According to John Hagel, founder of the Deloitte Center, all the platform businesses fall into one of four categories. These are aggregation platforms, like eBay and Etsy, which collect a variety of useful resources for users; social platforms, like Twitter and Facebook, which encourage interaction among people who share interests; and mobilisation platforms, like Apache and Linux, which concentrate on enlisting participants in a collaborative effort that will take a long time to complete.

Other than Hagel, several other individuals in Silicon Valley have made an effort to distinguish platform businesses. As per Dr. Murat Uenlue of Innovation Tactics, all platform businesses fall into one of the following categories: These platform businesses together constitute the platform economy. In simple terms, a platform economy is one in which platforms facilitate social and economic human activity.

The platform economy has grown over the last ten years, with platforms that offer services like Uber, Zomato, Urban Company, and Airbnb evolving from start-ups to significant businesses.

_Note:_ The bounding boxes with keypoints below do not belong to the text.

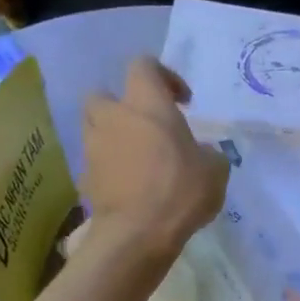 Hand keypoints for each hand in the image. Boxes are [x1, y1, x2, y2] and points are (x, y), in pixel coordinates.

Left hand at [81, 59, 228, 260]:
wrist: (137, 234)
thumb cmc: (180, 191)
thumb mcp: (215, 171)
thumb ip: (208, 155)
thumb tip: (201, 155)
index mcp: (146, 103)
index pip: (144, 65)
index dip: (163, 77)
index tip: (182, 102)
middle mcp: (113, 117)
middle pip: (104, 95)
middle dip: (121, 107)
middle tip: (145, 130)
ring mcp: (93, 149)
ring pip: (95, 131)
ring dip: (112, 140)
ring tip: (136, 163)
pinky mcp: (84, 180)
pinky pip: (95, 167)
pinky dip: (108, 172)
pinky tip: (127, 191) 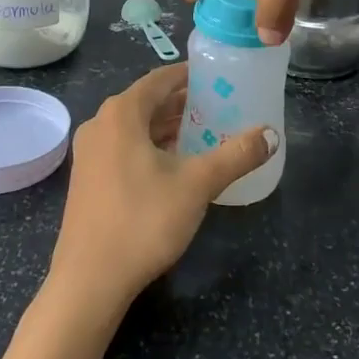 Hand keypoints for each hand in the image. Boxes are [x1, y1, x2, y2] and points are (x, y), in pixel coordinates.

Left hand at [49, 65, 277, 312]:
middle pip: (148, 101)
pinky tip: (175, 165)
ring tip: (204, 133)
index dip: (190, 75)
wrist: (89, 282)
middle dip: (183, 103)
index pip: (160, 79)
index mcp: (122, 113)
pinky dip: (150, 146)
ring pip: (135, 127)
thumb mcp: (197, 185)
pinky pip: (124, 147)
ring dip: (167, 127)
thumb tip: (271, 134)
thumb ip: (236, 155)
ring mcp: (89, 153)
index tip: (219, 77)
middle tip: (219, 107)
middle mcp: (100, 124)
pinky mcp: (88, 179)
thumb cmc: (142, 221) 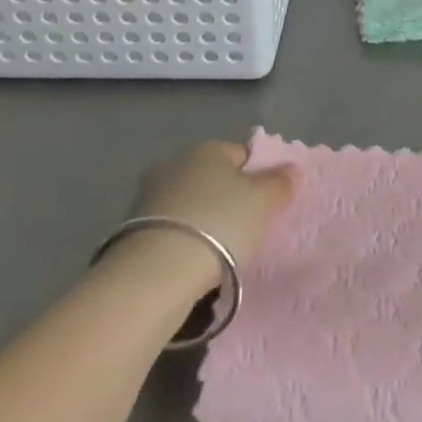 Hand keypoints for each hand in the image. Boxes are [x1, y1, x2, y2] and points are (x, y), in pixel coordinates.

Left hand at [122, 141, 295, 284]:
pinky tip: (193, 263)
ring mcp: (149, 196)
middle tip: (246, 228)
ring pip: (190, 204)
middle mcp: (175, 163)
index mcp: (208, 149)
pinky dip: (183, 241)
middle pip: (212, 178)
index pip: (241, 154)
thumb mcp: (262, 202)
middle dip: (227, 198)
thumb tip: (290, 169)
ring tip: (219, 252)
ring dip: (202, 221)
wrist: (157, 272)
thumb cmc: (220, 225)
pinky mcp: (131, 230)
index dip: (258, 177)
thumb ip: (279, 183)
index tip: (266, 204)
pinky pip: (171, 230) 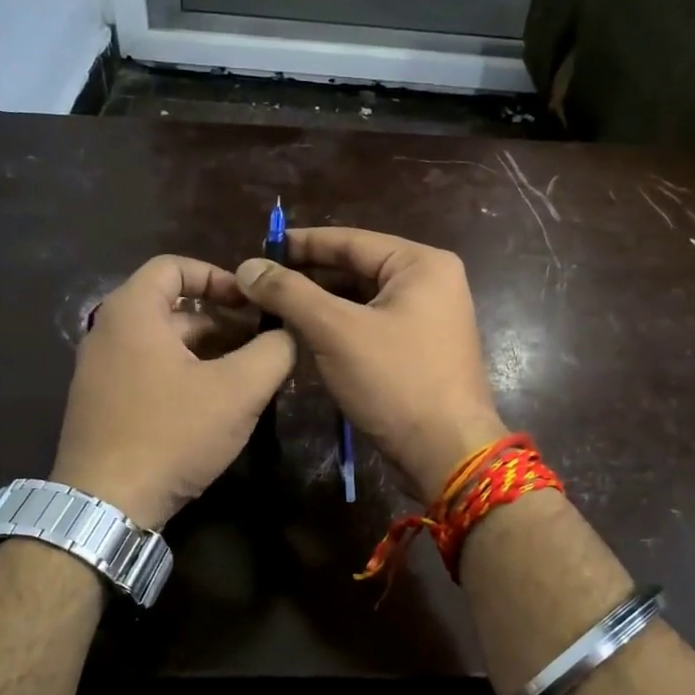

According to estimates, there were 8.5 million service providers using different platforms in 2016, 11.7 million in 2017, and 15 million in 2018. A platform business model is preferred by the majority of companies today because of its quicker development, greater efficiency, and greater potential for creating scalable communities.

The preference for a platform economy is mostly seen in the employment market. Platform businesses are fast becoming the largest employers.

“If some of our growth estimates continue, it will not be too many years before we can be the third-largest source of employment in the country, behind the Army and the Indian Railways,” Sriharsha Majety, Co-founder and CEO of Swiggy said in October 2019. As of October 2022, Swiggy employed 2.1 lakh delivery partners. Similar numbers have been reported by other systems, such as Ola which has a network of 2.5 million driver partners across Asia.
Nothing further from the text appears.